Learn by Directing AI

Step 1: Build a baseline model

Direct AI to fit a logistic regression on the prepared data. Use a train/test split -- 80/20 is standard. Ask for the accuracy score on the test set.

The model will report something in the low 90s. It looks excellent.

Step 2: Check what the model actually predicts

That accuracy number is lying to you. Direct AI to generate the confusion matrix for the test set predictions.

The confusion matrix is a 2x2 grid. It shows four things: barrels correctly predicted as Standard (true negatives), barrels correctly predicted as Reserve (true positives), Standard barrels the model falsely called Reserve (false positives), and Reserve barrels the model missed (false negatives).
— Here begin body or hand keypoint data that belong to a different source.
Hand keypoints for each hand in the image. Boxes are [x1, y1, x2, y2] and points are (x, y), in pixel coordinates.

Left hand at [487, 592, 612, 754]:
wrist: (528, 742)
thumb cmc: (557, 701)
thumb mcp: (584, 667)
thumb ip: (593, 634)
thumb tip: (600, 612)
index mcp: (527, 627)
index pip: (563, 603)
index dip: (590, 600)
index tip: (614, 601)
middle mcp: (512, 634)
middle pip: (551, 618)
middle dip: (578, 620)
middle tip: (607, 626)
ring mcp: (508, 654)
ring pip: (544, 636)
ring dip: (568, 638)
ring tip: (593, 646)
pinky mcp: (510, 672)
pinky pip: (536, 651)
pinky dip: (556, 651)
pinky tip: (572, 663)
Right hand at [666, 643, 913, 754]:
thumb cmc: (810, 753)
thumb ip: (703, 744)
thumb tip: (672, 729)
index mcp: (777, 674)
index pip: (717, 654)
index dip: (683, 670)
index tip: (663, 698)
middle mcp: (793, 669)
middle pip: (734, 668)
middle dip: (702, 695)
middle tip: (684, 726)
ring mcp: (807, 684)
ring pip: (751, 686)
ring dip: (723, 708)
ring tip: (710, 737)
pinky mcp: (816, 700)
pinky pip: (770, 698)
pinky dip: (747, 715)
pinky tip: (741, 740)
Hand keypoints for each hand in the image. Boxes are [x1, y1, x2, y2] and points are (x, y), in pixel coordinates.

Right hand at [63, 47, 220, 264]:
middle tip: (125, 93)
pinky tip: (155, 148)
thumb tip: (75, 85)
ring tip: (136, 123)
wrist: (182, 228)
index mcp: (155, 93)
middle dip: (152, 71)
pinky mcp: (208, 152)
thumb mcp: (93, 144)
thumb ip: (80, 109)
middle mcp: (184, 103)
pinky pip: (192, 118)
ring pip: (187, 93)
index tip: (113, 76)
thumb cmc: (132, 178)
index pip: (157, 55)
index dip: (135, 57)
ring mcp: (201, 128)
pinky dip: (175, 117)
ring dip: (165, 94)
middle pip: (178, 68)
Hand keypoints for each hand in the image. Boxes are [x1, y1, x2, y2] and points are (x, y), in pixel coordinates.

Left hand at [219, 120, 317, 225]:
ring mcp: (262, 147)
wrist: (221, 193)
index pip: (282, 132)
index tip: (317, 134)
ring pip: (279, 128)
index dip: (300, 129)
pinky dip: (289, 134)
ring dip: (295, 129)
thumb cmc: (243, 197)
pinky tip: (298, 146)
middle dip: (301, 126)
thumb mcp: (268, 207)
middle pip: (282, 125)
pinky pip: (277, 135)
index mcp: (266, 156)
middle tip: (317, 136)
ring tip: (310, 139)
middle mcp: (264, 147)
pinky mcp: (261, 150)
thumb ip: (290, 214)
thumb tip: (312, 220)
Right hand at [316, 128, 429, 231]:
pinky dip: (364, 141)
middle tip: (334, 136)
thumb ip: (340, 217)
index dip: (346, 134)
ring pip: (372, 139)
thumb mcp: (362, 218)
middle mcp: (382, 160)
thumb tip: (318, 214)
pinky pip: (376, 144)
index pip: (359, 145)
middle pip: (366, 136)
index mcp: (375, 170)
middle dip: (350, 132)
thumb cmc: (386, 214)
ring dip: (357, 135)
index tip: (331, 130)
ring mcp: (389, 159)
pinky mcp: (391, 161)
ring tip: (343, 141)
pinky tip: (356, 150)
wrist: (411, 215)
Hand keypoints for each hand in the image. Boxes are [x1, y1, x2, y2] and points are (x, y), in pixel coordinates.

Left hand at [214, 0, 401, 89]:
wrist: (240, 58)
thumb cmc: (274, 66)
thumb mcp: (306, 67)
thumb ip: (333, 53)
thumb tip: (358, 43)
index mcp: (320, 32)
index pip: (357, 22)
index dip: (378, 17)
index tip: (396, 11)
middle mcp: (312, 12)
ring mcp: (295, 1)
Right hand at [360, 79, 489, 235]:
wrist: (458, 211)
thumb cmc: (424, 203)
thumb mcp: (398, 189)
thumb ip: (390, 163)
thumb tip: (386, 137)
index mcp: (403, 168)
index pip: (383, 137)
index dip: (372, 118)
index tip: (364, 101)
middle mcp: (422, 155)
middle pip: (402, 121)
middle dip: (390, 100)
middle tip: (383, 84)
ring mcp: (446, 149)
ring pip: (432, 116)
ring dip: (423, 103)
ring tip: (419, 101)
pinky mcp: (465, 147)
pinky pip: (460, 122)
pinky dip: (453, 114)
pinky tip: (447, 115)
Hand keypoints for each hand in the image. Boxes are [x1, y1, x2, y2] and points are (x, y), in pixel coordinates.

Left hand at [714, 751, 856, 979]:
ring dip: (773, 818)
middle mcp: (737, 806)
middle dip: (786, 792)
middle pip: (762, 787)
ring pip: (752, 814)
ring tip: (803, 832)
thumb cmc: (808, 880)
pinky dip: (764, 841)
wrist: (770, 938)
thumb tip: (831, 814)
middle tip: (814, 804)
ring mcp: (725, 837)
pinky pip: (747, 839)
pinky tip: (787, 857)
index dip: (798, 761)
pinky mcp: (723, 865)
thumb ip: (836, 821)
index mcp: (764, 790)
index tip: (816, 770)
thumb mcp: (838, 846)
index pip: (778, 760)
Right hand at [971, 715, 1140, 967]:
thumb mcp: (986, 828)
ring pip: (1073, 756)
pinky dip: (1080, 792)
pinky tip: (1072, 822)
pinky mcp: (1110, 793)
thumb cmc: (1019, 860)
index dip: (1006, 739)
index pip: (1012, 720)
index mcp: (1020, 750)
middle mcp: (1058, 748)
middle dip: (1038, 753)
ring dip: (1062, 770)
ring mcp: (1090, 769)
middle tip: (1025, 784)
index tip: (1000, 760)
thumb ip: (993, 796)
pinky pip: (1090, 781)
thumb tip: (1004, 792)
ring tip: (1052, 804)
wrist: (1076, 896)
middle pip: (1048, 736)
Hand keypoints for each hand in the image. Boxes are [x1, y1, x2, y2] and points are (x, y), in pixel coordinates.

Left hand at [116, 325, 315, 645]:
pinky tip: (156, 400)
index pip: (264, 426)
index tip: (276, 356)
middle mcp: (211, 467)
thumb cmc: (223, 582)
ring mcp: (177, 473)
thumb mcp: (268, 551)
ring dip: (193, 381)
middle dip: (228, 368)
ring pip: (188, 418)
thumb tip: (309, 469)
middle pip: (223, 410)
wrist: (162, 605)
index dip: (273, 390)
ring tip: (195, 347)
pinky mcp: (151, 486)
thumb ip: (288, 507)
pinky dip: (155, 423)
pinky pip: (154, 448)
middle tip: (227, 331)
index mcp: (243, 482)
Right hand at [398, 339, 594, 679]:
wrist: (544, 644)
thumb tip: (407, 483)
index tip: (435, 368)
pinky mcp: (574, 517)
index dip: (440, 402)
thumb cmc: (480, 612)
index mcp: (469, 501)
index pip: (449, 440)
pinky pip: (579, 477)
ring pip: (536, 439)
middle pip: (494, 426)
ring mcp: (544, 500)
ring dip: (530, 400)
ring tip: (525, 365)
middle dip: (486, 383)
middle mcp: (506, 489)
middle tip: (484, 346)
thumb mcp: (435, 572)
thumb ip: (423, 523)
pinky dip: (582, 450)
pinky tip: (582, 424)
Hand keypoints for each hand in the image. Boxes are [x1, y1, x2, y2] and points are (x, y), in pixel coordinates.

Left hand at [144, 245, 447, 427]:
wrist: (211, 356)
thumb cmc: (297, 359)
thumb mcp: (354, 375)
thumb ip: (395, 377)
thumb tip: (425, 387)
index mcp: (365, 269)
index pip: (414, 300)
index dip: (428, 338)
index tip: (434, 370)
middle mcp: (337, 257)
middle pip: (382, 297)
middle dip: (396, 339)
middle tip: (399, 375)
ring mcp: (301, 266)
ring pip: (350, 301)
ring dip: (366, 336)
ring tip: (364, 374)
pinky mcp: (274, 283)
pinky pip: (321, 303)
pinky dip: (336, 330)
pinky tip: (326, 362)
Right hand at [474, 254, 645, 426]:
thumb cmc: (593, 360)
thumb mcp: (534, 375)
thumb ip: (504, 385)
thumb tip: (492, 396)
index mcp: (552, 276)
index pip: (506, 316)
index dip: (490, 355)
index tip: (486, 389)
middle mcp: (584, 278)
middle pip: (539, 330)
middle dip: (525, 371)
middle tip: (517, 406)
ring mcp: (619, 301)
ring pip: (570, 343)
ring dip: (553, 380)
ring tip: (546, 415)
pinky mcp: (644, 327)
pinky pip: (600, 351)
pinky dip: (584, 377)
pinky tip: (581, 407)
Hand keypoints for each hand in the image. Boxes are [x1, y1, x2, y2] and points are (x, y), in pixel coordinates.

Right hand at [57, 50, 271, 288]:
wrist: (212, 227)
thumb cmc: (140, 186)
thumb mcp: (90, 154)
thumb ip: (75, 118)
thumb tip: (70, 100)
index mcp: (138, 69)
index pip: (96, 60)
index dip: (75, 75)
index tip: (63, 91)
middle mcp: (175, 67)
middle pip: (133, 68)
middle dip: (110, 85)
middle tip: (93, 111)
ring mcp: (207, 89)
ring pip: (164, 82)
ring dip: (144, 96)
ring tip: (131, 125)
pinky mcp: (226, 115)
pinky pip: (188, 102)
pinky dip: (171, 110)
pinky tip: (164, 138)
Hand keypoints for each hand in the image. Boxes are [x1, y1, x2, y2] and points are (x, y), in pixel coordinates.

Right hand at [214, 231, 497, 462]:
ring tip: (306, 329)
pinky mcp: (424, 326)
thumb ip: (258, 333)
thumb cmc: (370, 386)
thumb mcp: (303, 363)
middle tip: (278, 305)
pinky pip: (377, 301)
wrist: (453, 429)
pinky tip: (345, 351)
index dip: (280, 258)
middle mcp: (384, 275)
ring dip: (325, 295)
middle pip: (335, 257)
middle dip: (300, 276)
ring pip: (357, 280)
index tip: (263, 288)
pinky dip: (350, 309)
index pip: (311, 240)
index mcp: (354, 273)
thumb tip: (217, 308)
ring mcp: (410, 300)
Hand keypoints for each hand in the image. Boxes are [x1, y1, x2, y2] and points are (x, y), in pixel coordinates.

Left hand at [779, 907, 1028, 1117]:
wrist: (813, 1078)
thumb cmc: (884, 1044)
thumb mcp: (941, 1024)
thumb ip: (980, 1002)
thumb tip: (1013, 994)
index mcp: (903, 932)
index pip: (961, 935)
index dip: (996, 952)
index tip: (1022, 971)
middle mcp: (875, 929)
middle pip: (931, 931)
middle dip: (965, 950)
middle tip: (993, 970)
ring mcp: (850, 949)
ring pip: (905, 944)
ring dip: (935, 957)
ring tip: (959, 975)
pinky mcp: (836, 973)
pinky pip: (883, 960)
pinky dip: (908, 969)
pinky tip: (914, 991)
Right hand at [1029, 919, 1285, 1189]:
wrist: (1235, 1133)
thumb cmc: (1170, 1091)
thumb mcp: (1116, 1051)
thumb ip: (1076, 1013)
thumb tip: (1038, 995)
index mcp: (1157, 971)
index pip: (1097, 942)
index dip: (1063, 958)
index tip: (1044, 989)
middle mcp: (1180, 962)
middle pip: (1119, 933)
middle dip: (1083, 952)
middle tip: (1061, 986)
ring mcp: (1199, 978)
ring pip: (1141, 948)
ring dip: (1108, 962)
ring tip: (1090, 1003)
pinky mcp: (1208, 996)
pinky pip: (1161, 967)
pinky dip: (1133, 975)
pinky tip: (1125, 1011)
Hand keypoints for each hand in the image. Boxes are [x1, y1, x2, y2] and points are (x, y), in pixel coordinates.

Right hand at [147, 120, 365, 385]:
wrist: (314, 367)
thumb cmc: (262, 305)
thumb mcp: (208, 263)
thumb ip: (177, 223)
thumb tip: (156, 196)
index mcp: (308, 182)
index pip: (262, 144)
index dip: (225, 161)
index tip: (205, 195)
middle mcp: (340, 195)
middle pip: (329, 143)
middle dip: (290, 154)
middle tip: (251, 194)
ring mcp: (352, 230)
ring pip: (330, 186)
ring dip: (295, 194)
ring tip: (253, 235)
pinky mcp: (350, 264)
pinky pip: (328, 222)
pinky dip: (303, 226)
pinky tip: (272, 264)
Read the matrix. The model predicts nearly every barrel as Standard. It achieves high accuracy because 92% of barrels ARE Standard -- predicting "Standard" for everything is right 92% of the time. But look at the Reserve column. Out of the actual Reserve barrels in the test set, the model catches almost none.

Step 3: Understand why

The 8% class imbalance means a model that always predicts "Standard" gets 92% accuracy. The logistic regression learned that "Standard" is the safe bet. It achieves a high score by ignoring the minority class entirely.

This is the accuracy trap: on imbalanced data, accuracy measures how well the model predicts the majority class, not how well it does its job. Luciana does not need a model that correctly identifies barrels she already knows are standard. She needs a model that catches the barrels that deserve Reserve.

AI defaults to reporting accuracy as the evaluation metric. On balanced data, this works. On imbalanced data, it hides exactly the information that matters.

Step 4: Precision and recall

Accuracy compressed the confusion matrix into a single misleading number. Precision and recall separate the two questions that matter:

Precision answers: of the barrels the model flagged as Reserve, how many actually were? If it flagged 30 and 25 were truly Reserve, precision is 83%. The other 5 are false alarms -- standard barrels Luciana would taste unnecessarily.

Recall answers: of the barrels that actually were Reserve, how many did the model catch? If there were 30 Reserve barrels and the model found 25, recall is 83%. The other 5 are missed -- Reserve barrels that slipped through without extra attention.

Direct AI to compute precision and recall for the Reserve class specifically. The numbers will tell a very different story from the accuracy score.

Step 5: Connect to Luciana's priorities

Luciana said: "I'd rather taste ten extra barrels than miss one great one."

That is a recall priority. She wants to catch all the Reserve barrels even if it means some false alarms. Missing a Reserve barrel costs the price premium. Tasting an extra standard barrel costs time. She has told you which error she can live with.

This is not a technical optimization. The precision-recall trade-off is a business decision, and it belongs to the client. AI optimizes for F1 by default, which balances precision and recall equally. But Luciana's costs are not equal.

Step 6: Introduce the F1 score and its limitation

Direct AI to compute the F1 score. F1 is the harmonic mean of precision and recall -- it balances the two equally. If precision is 0.80 and recall is 0.60, F1 is 0.69.

F1 is useful when both types of errors cost the same. For Luciana, they do not. A metric that splits the difference between catching Reserve barrels and avoiding false alarms is a compromise she did not ask for. F1 is a starting point for comparison, not the final word on which model serves the client.

Step 7: Update the methodology memo

Update materials/methodology-memo-template.md with the evaluation strategy: which metrics you used (precision, recall, confusion matrix -- not accuracy alone) and why. Note Luciana's recall priority and what that means for evaluation.

✓ Check

Check: Confusion matrix interpreted. Accuracy explained as misleading. Precision and recall computed. Luciana's priorities mapped to metrics.